Только все боле и боле пучит меня; боле и боле в животе урчит, да ворочается; все боле и боле молюсь я Пресвятой Троеручице; пить, есть совсем перестала. Потом меня вконец из силы выбило, и мутить стало. Инда матушка испугалася: «Что ты, девка, говорит?» «Ой, говорю, ничего: дайте мне одной еще Пресвятой Богородице помолиться, как богомолка научила меня». — Где еще засветло уползла я на повет в горницу, и как доползла — так на постелю и мякнулась! Долог час я мучилась. А потом уж меня и из памяти вышибло. Опамятовалась я, как уж широко рассветало. Вижу — по горнице все лягуши скачут… большие такие! Ой, думаю, как да опять влепятся! Закричала я не своим голосом. Прибежала матушка, да так и охнула. Давай лягуш выгонять, а те, знай, скачут в разные стороны, да шлепают. Побежала матушка по соседей. Пришли соседи. Всех лягуш перебили, затопили печку в бане, да туда их и бросили. Так вот отчего у меня, в. б., живот пучило! Вот как я лягуш выжила!
— А чем же у тебя лягуши вышли? — спросил я Марью.
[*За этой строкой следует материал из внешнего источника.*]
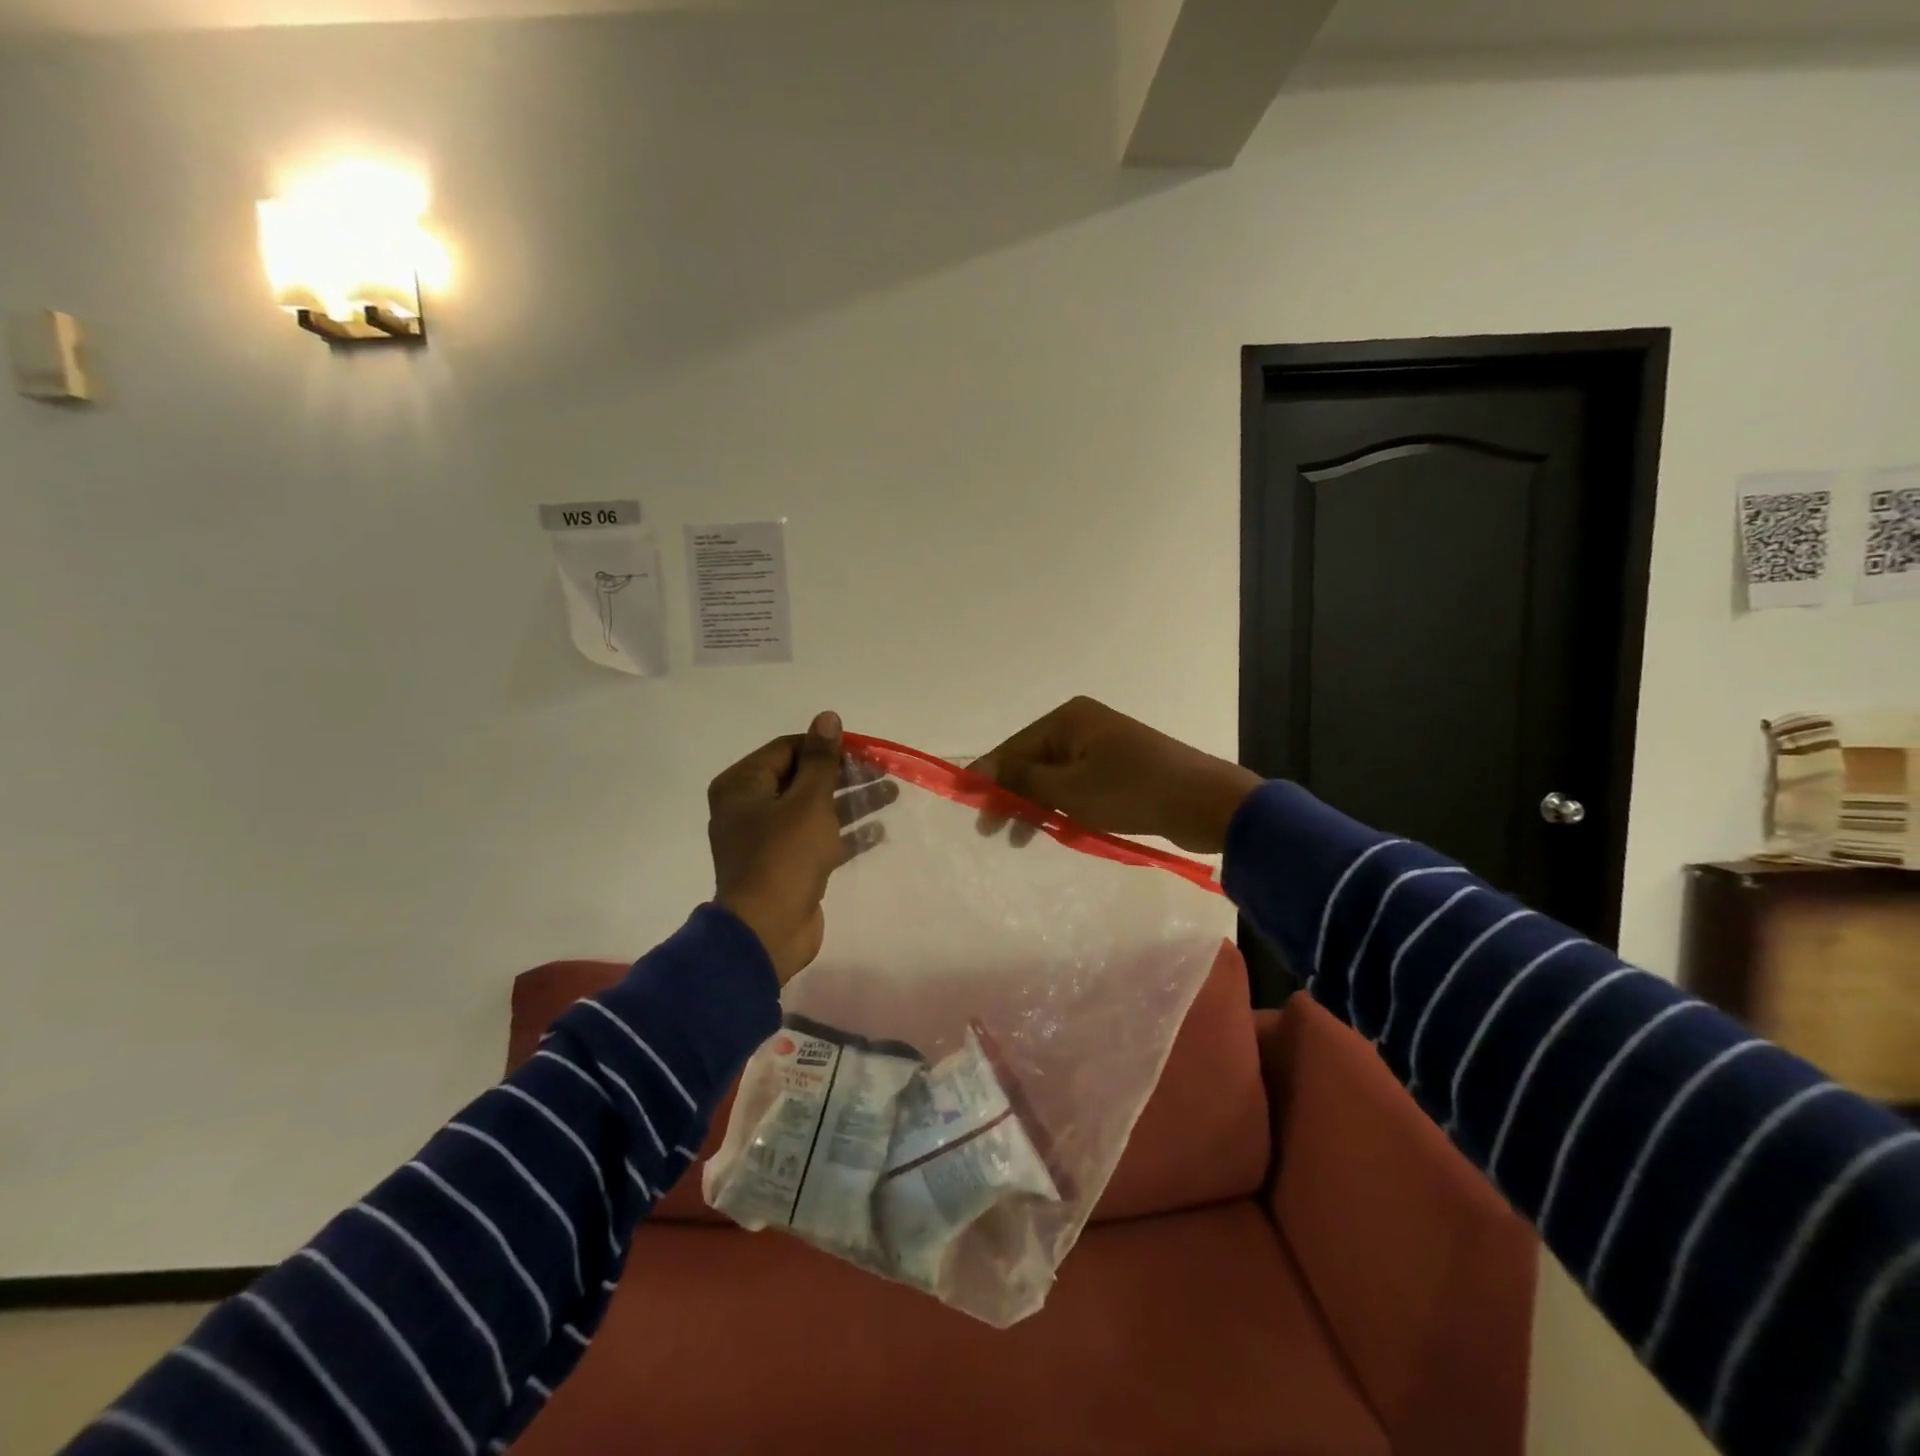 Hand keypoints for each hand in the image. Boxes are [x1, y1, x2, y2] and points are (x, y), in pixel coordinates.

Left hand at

— Известно чем… горлом, надо быть: и теперь еще так и зудится в нем. Ой, в. б.! Лихо мне было! Так лихо, что и теперь лютому врагу-татарину закажу воду пить болотную! Правду ли я тебе сказываю — допроси соседей, всех до единого: все они сами видели. Дай батюшко скажет: он надо мной и молитву читал и святой водой кропил; он велел и лягуш-от не в избе, а в бане сожегчи: опоганят, говорит…
Марья кончила свое показание. Я прочитал ей записанное почти слово в слово:
— Так ли?
— Точно так, все как есть, — в один голос сказали и она, и ее отец, и депутат.
Последний сказал мне комплимент по тому случаю, что я записал показание собственными словами допрашиваемой.
— Прежде, — заметил он, — не так водилось: когда следствия производили исправники да заседатели, так показания от себя, из своей головы писали; а тут не урвешь: как есть! — Ну, брат, и ты, Марья, бой-девка! Другая бы так испугалась, а ты, как есть, все обсказала… право! — прибавил Алексей Иванович, обращаясь к Марье, видимо, довольный ее показанием.
Марья улыбнулась.
Я приостановился производством следствия, чтобы напиться чаю. Опять собралось наше чиновничье общество вокруг стола. Пришел к нам и добрый священник, и принес трех больших харьюзов на уху к ужину.
51
Берестяный бурак.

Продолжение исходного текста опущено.